DATA TO USE section start

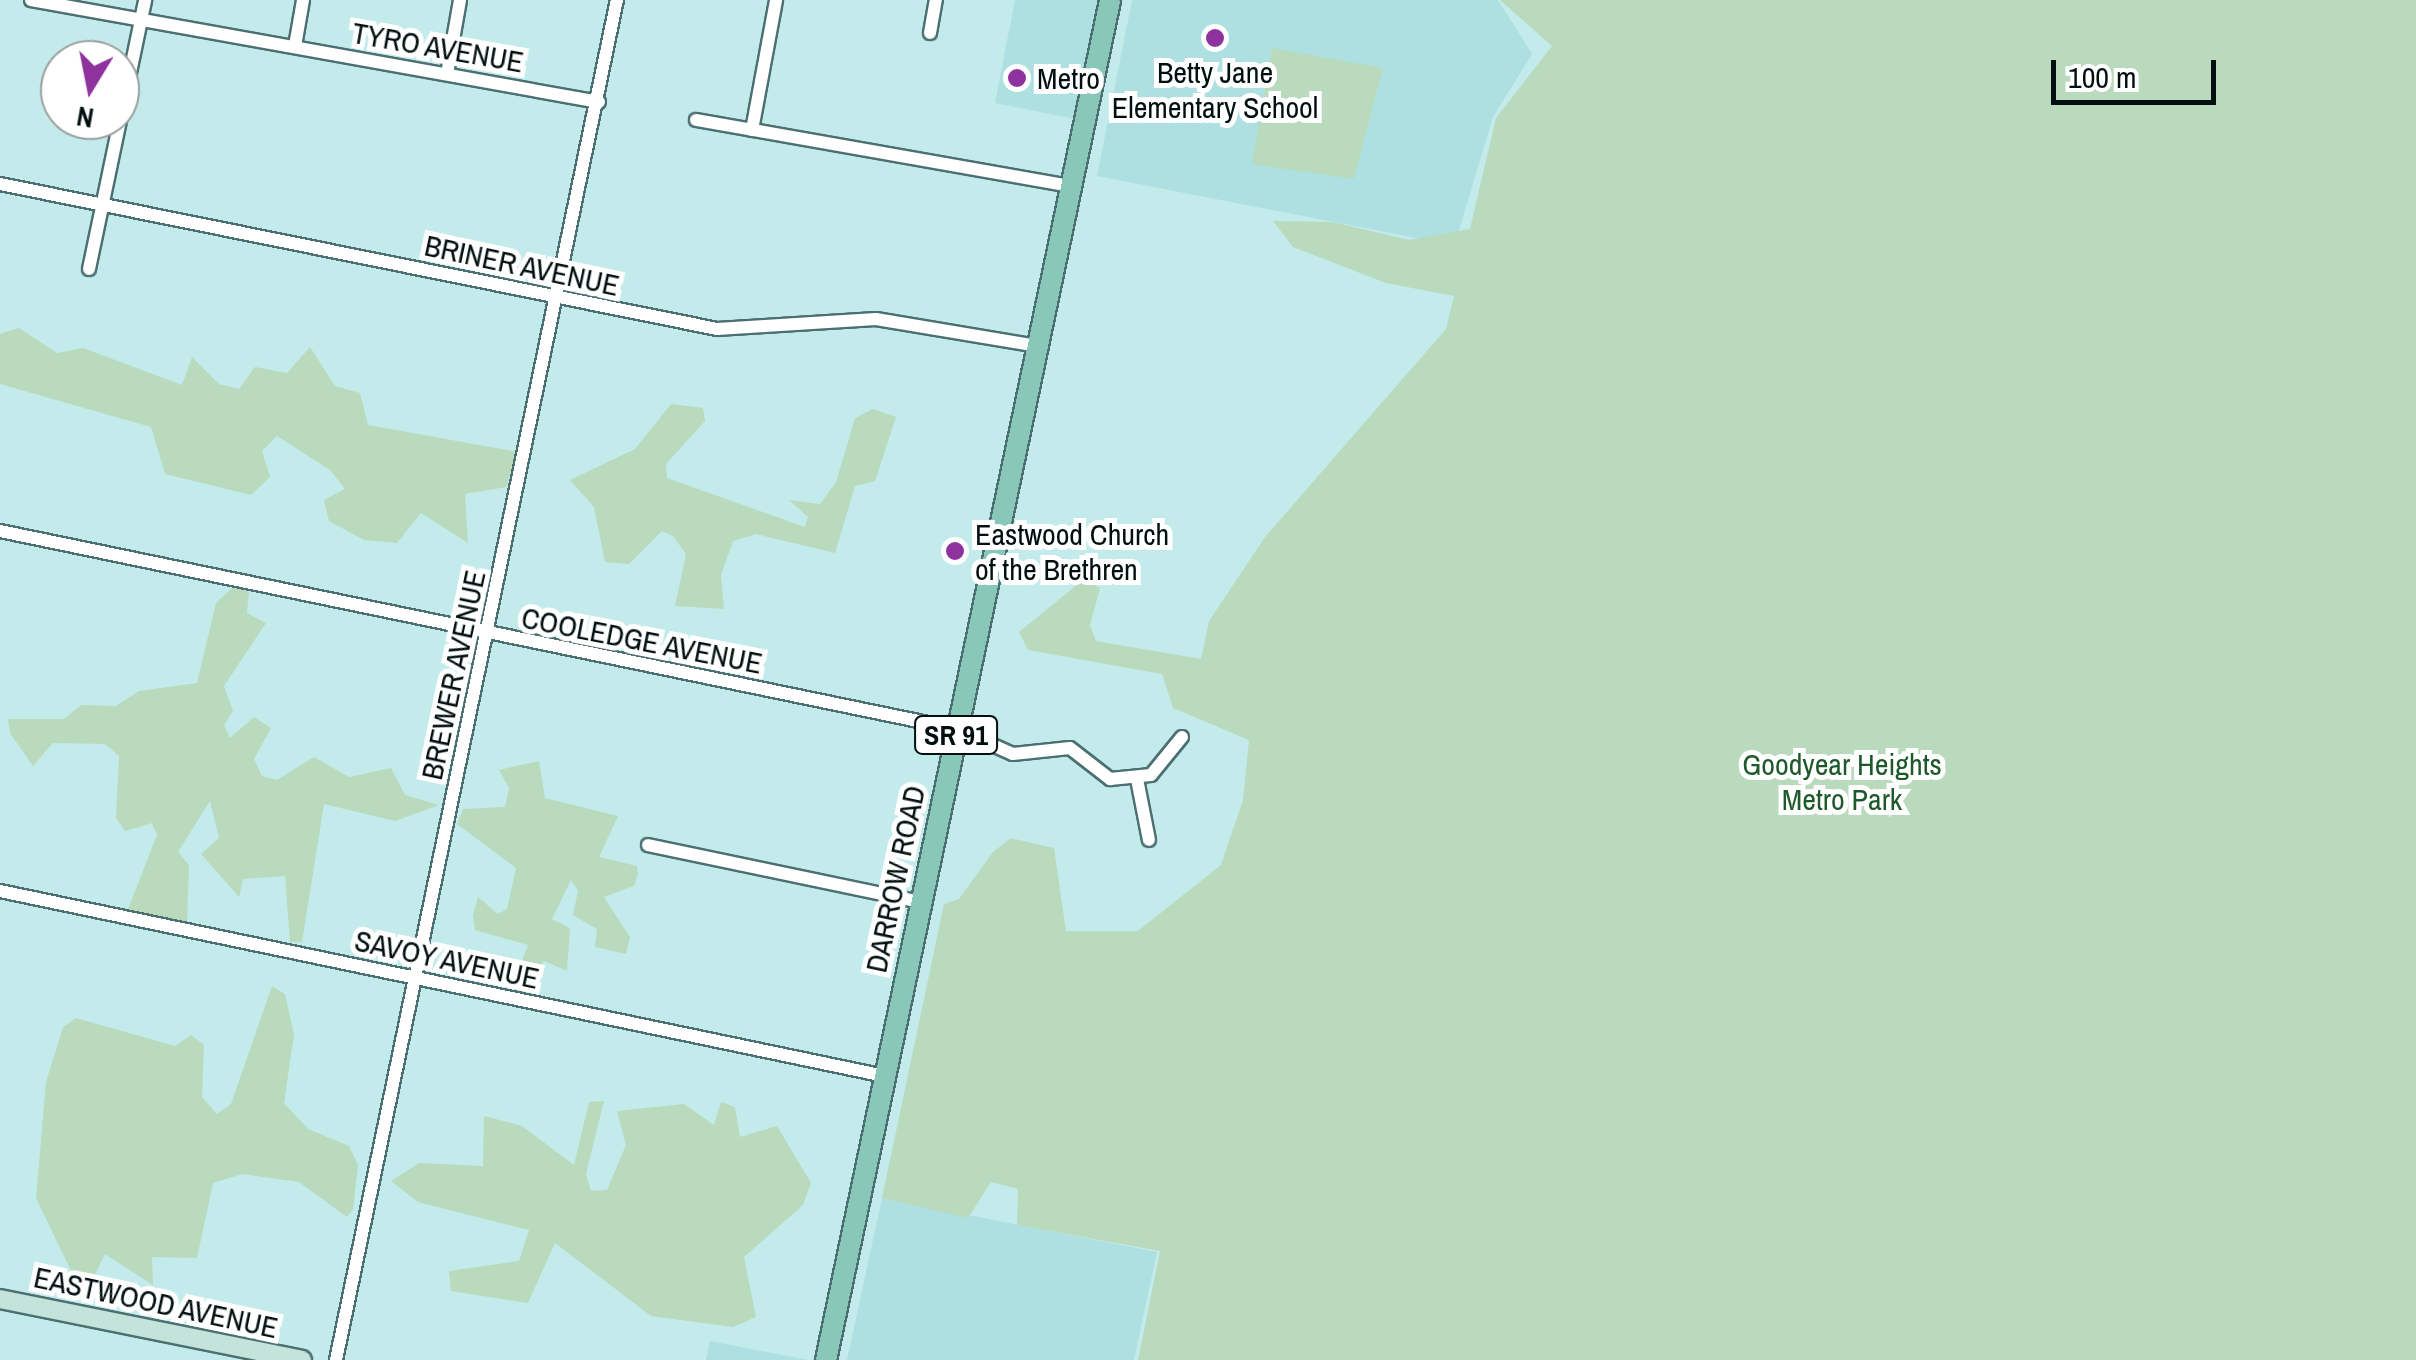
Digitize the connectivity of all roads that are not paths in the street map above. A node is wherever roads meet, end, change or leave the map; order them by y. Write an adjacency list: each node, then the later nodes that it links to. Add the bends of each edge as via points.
1 (31, 0): 9 (street, TYRO AVENUE)
2 (146, 0): 9 (street)
3 (303, 0): 11 (street)
4 (460, 0): 12 (street)
5 (617, 0): 13 (street, BREWER AVENUE)
6 (776, 0): 15 (street)
7 (936, 0): 10 (street)
8 (1110, 0): 17 (main road, DARROW ROAD / SR 91)
9 (142, 20): 11 (street, TYRO AVENUE); 18 (street)
10 (930, 33)
11 (295, 46): 12 (street, TYRO AVENUE)
12 (448, 74): 13 (street, TYRO AVENUE)
13 (599, 102): 20 (street, BREWER AVENUE)
14 (696, 120): 15 (street)
15 (752, 130): 17 (street)
16 (0, 184): 18 (street, BRINER AVENUE)
17 (1072, 186): 21 (main road, DARROW ROAD / SR 91)
18 (104, 205): 19 (street); 20 (street, BRINER AVENUE)
19 (88, 269)
20 (558, 298): 21 (street, BRINER AVENUE, via 734,331 876,319); 23 (street, BREWER AVENUE)
21 (1038, 346): 24 (main road, DARROW ROAD / SR 91)
22 (0, 531): 23 (street, COOLEDGE AVENUE)
23 (488, 634): 24 (street, COOLEDGE AVENUE); 31 (street, BREWER AVENUE)
24 (957, 729): 26 (street, COOLEDGE AVENUE, via 1030,757 1070,748 1102,775); 30 (main road, DARROW ROAD / SR 91)
25 (1182, 737): 26 (street, via 1161,768)
26 (1137, 779): 27 (street)
27 (1149, 840)
28 (648, 845): 30 (street)
29 (0, 891): 31 (street, SAVOY AVENUE)
30 (921, 902): 32 (main road, DARROW ROAD / SR 91)
31 (416, 979): 32 (street, SAVOY AVENUE); 35 (street, BREWER AVENUE)
32 (885, 1076): 36 (main road, DARROW ROAD / SR 91)
33 (0, 1298): 34 (street, EASTWOOD AVENUE)
34 (302, 1360)
35 (336, 1360)
36 (826, 1360)

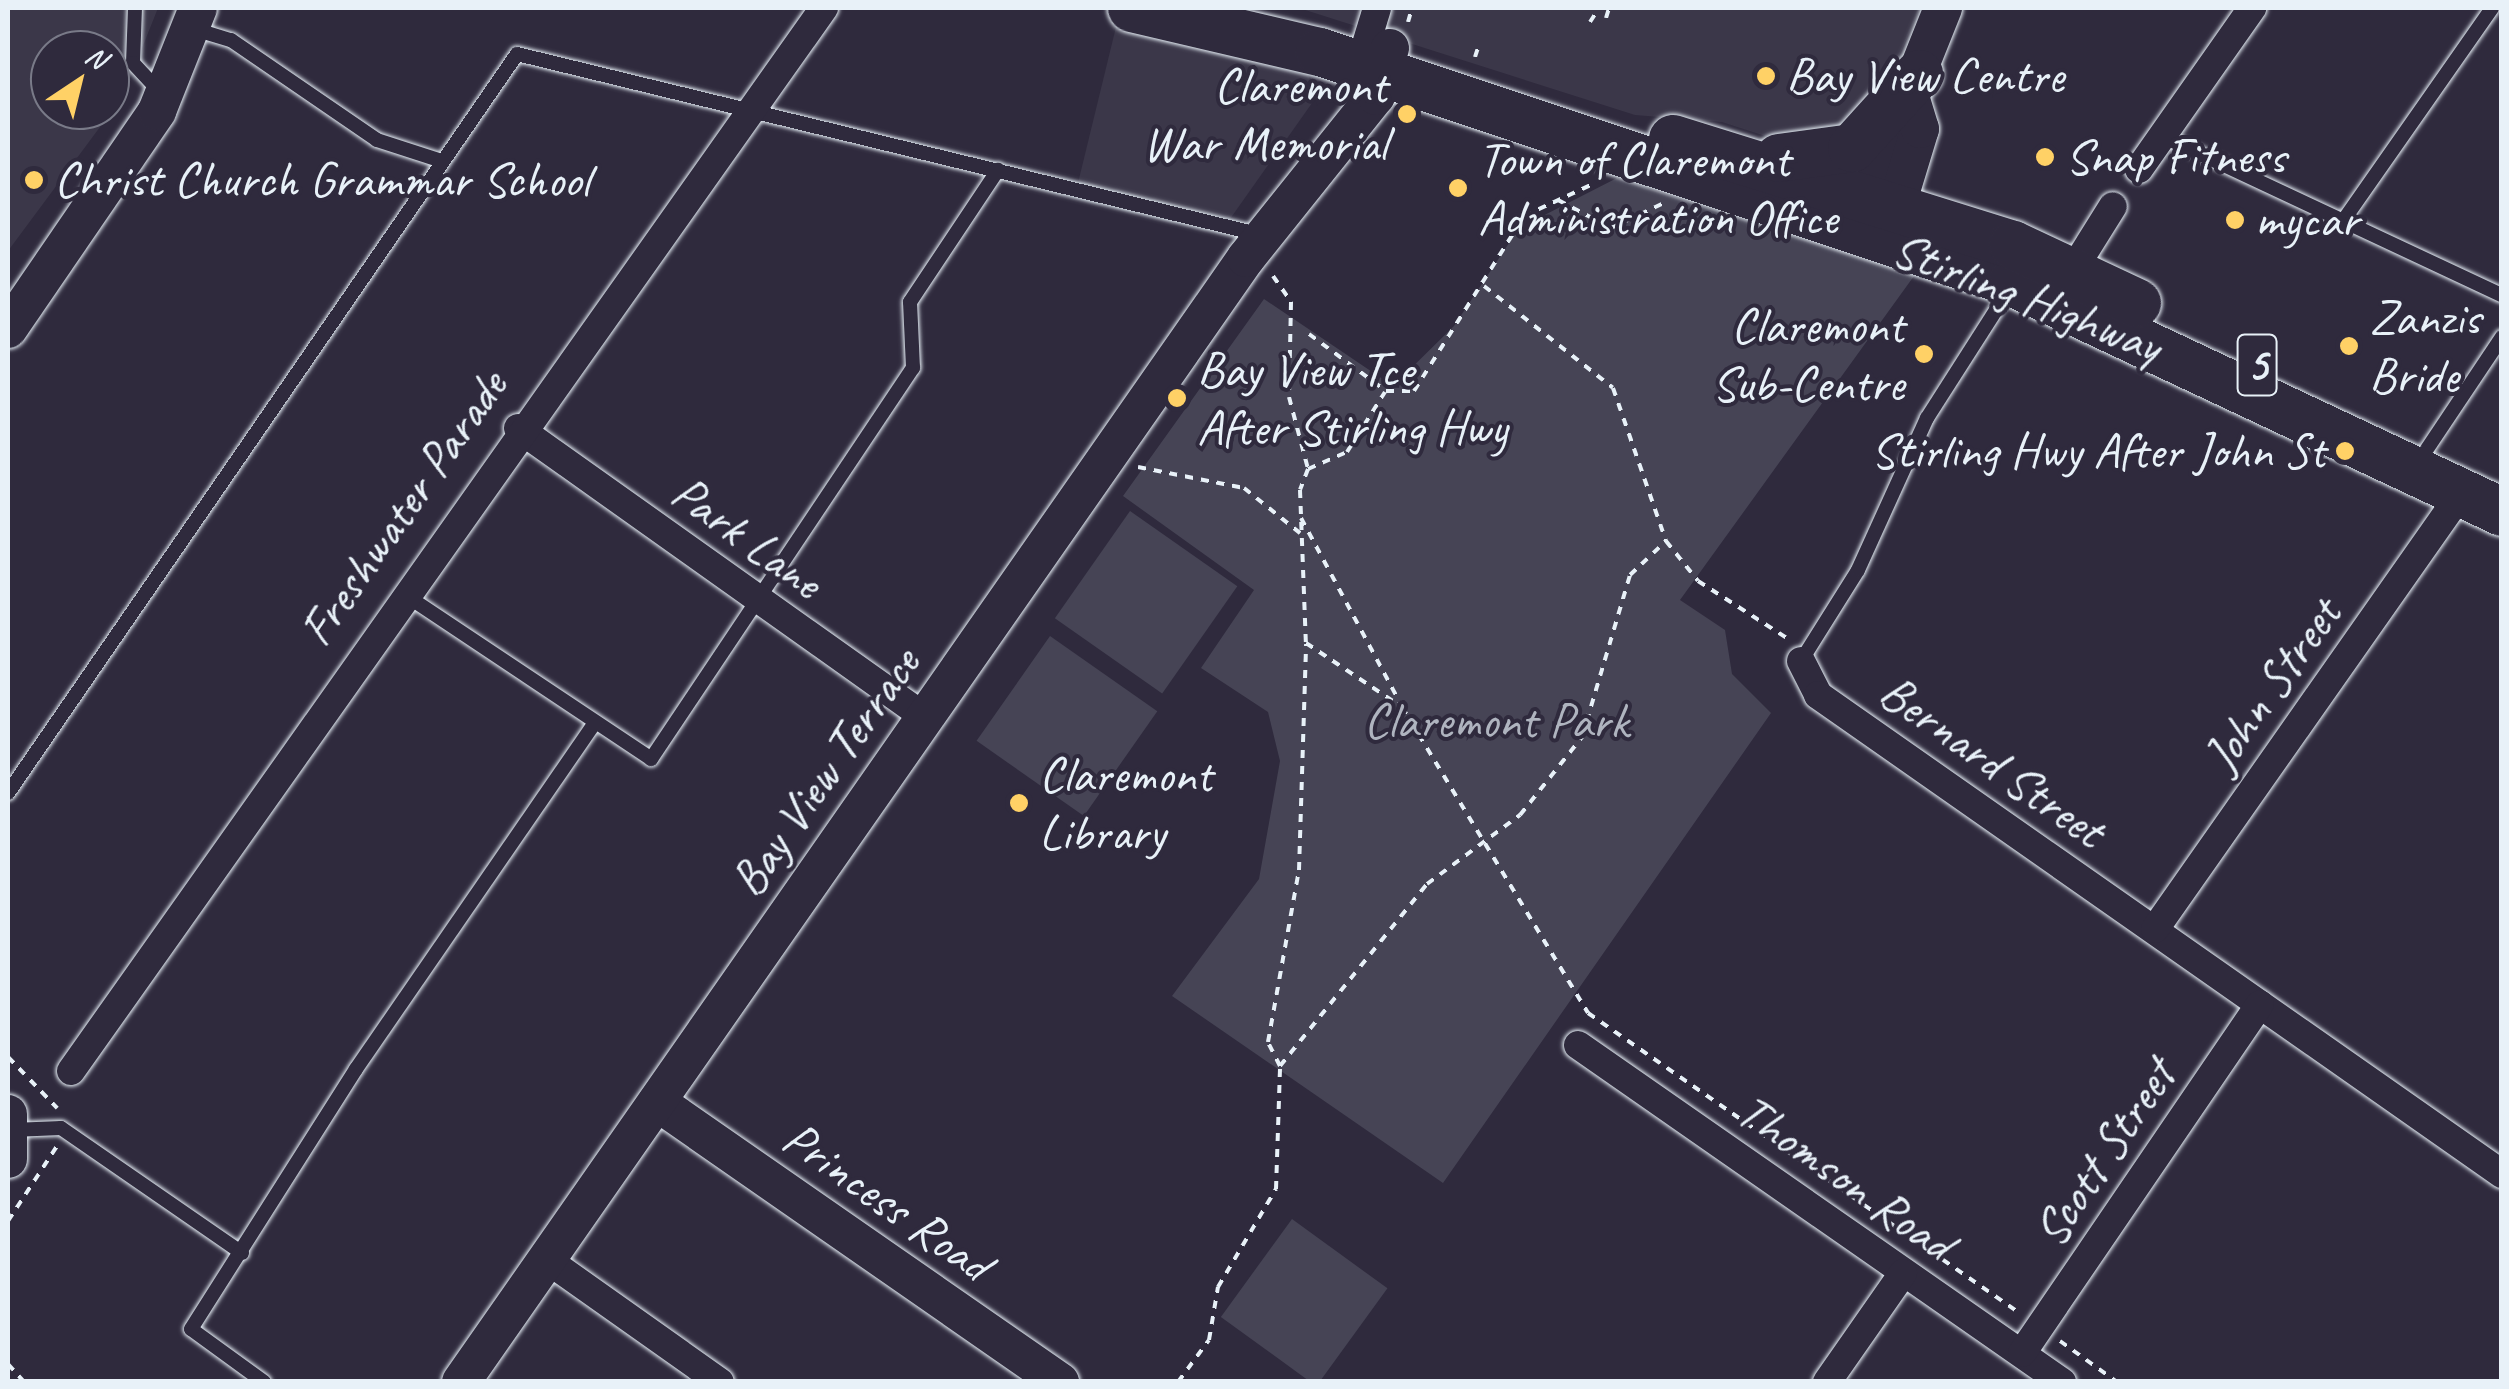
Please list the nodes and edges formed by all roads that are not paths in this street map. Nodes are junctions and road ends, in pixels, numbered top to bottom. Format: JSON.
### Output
{"nodes":[{"id":1,"x":135,"y":8,"type":"edge"},
{"id":2,"x":824,"y":8,"type":"edge"},
{"id":3,"x":1132,"y":8,"type":"edge"},
{"id":4,"x":1244,"y":8,"type":"edge"},
{"id":5,"x":1943,"y":8,"type":"edge"},
{"id":6,"x":2252,"y":8,"type":"edge"},
{"id":7,"x":2492,"y":8,"type":"edge"},
{"id":8,"x":195,"y":18,"type":"edge"},
{"id":9,"x":1381,"y":43,"type":"edge"},
{"id":10,"x":1915,"y":86,"type":"junction"},
{"id":11,"x":166,"y":96,"type":"junction"},
{"id":12,"x":751,"y":111,"type":"junction"},
{"id":13,"x":2162,"y":136,"type":"junction"},
{"id":14,"x":442,"y":162,"type":"junction"},
{"id":15,"x":1761,"y":162,"type":"junction"},
{"id":16,"x":2139,"y":169,"type":"dead end"},
{"id":17,"x":998,"y":170,"type":"junction"},
{"id":18,"x":2113,"y":206,"type":"dead end"},
{"id":19,"x":1876,"y":218,"type":"junction"},
{"id":20,"x":2343,"y":221,"type":"junction"},
{"id":21,"x":1260,"y":238,"type":"junction"},
{"id":22,"x":2074,"y":270,"type":"junction"},
{"id":23,"x":2012,"y":282,"type":"junction"},
{"id":24,"x":2502,"y":295,"type":"edge"},
{"id":25,"x":8,"y":329,"type":"edge"},
{"id":26,"x":2502,"y":338,"type":"edge"},
{"id":27,"x":518,"y":428,"type":"junction"},
{"id":28,"x":2427,"y":449,"type":"junction"},
{"id":29,"x":2488,"y":497,"type":"edge"},
{"id":30,"x":403,"y":594,"type":"junction"},
{"id":31,"x":760,"y":604,"type":"junction"},
{"id":32,"x":1804,"y":656,"type":"joint"},
{"id":33,"x":924,"y":718,"type":"junction"},
{"id":34,"x":595,"y":723,"type":"junction"},
{"id":35,"x":8,"y":793,"type":"edge"},
{"id":36,"x":2156,"y":928,"type":"junction"},
{"id":37,"x":2260,"y":1004,"type":"junction"},
{"id":38,"x":1578,"y":1045,"type":"dead end"},
{"id":39,"x":70,"y":1071,"type":"dead end"},
{"id":40,"x":657,"y":1102,"type":"junction"},
{"id":41,"x":9,"y":1135,"type":"edge"},
{"id":42,"x":2502,"y":1174,"type":"edge"},
{"id":43,"x":242,"y":1253,"type":"junction"},
{"id":44,"x":546,"y":1259,"type":"junction"},
{"id":45,"x":1903,"y":1273,"type":"junction"},
{"id":46,"x":2022,"y":1353,"type":"junction"},
{"id":47,"x":264,"y":1382,"type":"edge"},
{"id":48,"x":462,"y":1382,"type":"edge"},
{"id":49,"x":720,"y":1382,"type":"edge"},
{"id":50,"x":1060,"y":1382,"type":"edge"},
{"id":51,"x":1827,"y":1382,"type":"edge"},
{"id":52,"x":2062,"y":1382,"type":"edge"}],
"edges":[{"from":1,"to":11,"type":"lane"},
{"from":2,"to":12,"type":"street","name":"Freshwater Parade"},
{"from":3,"to":9,"type":"highway","name":"Stirling Highway","number":"5"},
{"from":4,"to":9,"type":"highway","name":"Stirling Highway","number":"5"},
{"from":5,"to":10,"type":"main road"},
{"from":6,"to":13,"type":"street"},
{"from":7,"to":20,"type":"lane"},
{"from":8,"to":11,"type":"main road"},
{"from":8,"to":14,"type":"lane"},
{"from":9,"to":15,"type":"highway","name":"Stirling Highway","number":"5"},
{"from":9,"to":19,"type":"highway","name":"Stirling Highway","number":"5"},
{"from":9,"to":21,"type":"main road","name":"Bay View Terrace"},
{"from":10,"to":15,"type":"highway"},
{"from":10,"to":19,"type":"main road"},
{"from":11,"to":25,"type":"main road"},
{"from":12,"to":14,"type":"lane"},
{"from":12,"to":17,"type":"lane"},
{"from":12,"to":27,"type":"street","name":"Freshwater Parade"},
{"from":13,"to":16,"type":"street"},
{"from":13,"to":20,"type":"lane"},
{"from":14,"to":35,"type":"lane"},
{"from":15,"to":19,"type":"highway","name":"Stirling Highway","number":"5"},
{"from":17,"to":21,"type":"lane"},
{"from":17,"to":31,"type":"lane"},
{"from":18,"to":22,"type":"street"},
{"from":19,"to":22,"type":"highway","name":"Stirling Highway","number":"5"},
{"from":19,"to":23,"type":"highway","name":"Stirling Highway","number":"5"},
{"from":20,"to":24,"type":"lane"},
{"from":21,"to":33,"type":"main road","name":"Bay View Terrace"},
{"from":22,"to":28,"type":"highway","name":"Stirling Highway","number":"5"},
{"from":23,"to":29,"type":"highway","name":"Stirling Highway","number":"5"},
{"from":23,"to":32,"type":"lane"},
{"from":26,"to":28,"type":"lane"},
{"from":27,"to":30,"type":"street","name":"Freshwater Parade"},
{"from":27,"to":31,"type":"street","name":"Park Lane"},
{"from":28,"to":29,"type":"highway","name":"Stirling Highway","number":"5"},
{"from":29,"to":36,"type":"street","name":"John Street"},
{"from":30,"to":34,"type":"lane"},
{"from":30,"to":39,"type":"street","name":"Freshwater Parade"},
{"from":31,"to":33,"type":"street","name":"Park Lane"},
{"from":31,"to":34,"type":"lane"},
{"from":32,"to":36,"type":"street","name":"Bernard Street"},
{"from":33,"to":40,"type":"main road","name":"Bay View Terrace"},
{"from":34,"to":43,"type":"lane"},
{"from":36,"to":37,"type":"street","name":"Bernard Street"},
{"from":37,"to":42,"type":"street","name":"Bernard Street"},
{"from":37,"to":46,"type":"street","name":"Scott Street"},
{"from":38,"to":45,"type":"street","name":"Thomson Road"},
{"from":40,"to":44,"type":"main road","name":"Bay View Terrace"},
{"from":40,"to":50,"type":"main road","name":"Princess Road"},
{"from":41,"to":43,"type":"lane"},
{"from":43,"to":47,"type":"lane"},
{"from":44,"to":48,"type":"main road","name":"Bay View Terrace"},
{"from":44,"to":49,"type":"street"},
{"from":45,"to":46,"type":"street","name":"Thomson Road"},
{"from":45,"to":51,"type":"street"},
{"from":46,"to":52,"type":"street","name":"Thomson Road"}]}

DATA TO USE section end

Which lines in the data above hold the string "Bernard"? Return each of them.

{"from":32,"to":36,"type":"street","name":"Bernard Street"},
{"from":36,"to":37,"type":"street","name":"Bernard Street"},
{"from":37,"to":42,"type":"street","name":"Bernard Street"},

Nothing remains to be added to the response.